**SOURCE MATERIAL**
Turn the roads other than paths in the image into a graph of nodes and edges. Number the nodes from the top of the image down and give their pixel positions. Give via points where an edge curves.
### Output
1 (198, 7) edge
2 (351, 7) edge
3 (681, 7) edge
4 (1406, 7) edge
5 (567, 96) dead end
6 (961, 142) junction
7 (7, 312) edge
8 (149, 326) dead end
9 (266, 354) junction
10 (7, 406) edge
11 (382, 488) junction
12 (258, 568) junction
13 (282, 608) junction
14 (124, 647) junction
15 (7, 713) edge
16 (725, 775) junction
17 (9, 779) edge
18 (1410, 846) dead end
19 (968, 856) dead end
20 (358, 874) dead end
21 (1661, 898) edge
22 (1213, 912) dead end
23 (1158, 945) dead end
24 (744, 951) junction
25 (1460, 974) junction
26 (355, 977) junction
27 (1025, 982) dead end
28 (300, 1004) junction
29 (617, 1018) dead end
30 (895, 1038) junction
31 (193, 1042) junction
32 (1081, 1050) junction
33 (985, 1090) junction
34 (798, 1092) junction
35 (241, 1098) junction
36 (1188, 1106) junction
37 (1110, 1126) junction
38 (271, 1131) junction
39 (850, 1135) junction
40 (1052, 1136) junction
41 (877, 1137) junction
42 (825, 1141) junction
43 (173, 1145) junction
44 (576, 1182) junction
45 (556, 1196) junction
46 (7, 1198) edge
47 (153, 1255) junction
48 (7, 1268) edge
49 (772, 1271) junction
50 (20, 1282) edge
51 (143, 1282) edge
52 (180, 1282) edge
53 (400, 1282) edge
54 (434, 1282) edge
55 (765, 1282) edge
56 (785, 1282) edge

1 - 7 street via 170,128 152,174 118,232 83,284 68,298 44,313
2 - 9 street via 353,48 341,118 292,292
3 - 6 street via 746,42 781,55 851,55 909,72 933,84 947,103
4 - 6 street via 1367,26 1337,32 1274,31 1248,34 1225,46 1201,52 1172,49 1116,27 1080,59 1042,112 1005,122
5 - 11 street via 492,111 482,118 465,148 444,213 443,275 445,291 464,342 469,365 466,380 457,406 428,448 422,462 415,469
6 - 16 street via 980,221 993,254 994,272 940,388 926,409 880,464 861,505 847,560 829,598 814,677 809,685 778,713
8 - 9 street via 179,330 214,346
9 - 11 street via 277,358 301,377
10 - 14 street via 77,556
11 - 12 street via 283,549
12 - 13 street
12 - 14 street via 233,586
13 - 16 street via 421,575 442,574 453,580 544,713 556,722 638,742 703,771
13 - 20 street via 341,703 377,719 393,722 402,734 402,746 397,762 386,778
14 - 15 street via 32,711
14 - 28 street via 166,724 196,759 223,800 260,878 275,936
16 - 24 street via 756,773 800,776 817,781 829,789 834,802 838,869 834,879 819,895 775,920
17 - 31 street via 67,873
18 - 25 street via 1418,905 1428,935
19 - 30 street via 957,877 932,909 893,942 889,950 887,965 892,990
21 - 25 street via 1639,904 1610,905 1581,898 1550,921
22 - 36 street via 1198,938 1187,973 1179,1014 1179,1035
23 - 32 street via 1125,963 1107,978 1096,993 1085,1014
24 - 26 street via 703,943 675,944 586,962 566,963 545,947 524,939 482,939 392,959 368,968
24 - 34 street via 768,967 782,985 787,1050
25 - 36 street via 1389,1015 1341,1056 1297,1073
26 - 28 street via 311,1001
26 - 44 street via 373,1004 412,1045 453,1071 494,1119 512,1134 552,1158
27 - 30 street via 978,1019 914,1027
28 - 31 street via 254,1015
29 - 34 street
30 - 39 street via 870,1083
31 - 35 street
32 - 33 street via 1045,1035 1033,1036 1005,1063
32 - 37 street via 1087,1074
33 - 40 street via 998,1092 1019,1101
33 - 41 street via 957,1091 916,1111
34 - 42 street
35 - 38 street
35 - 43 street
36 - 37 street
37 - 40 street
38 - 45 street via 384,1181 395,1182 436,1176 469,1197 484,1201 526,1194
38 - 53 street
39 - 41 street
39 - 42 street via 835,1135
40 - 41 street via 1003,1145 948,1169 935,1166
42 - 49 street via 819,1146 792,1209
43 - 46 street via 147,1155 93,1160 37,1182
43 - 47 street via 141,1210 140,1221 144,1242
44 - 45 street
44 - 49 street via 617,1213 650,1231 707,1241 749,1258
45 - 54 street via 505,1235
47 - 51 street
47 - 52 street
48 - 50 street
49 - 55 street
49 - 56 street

**PROBLEM DESCRIPTION**
Using the records above, pull out each line where the word "dead" occurs.

**TASK RESPONSE**
5 (567, 96) dead end
8 (149, 326) dead end
18 (1410, 846) dead end
19 (968, 856) dead end
20 (358, 874) dead end
22 (1213, 912) dead end
23 (1158, 945) dead end
27 (1025, 982) dead end
29 (617, 1018) dead end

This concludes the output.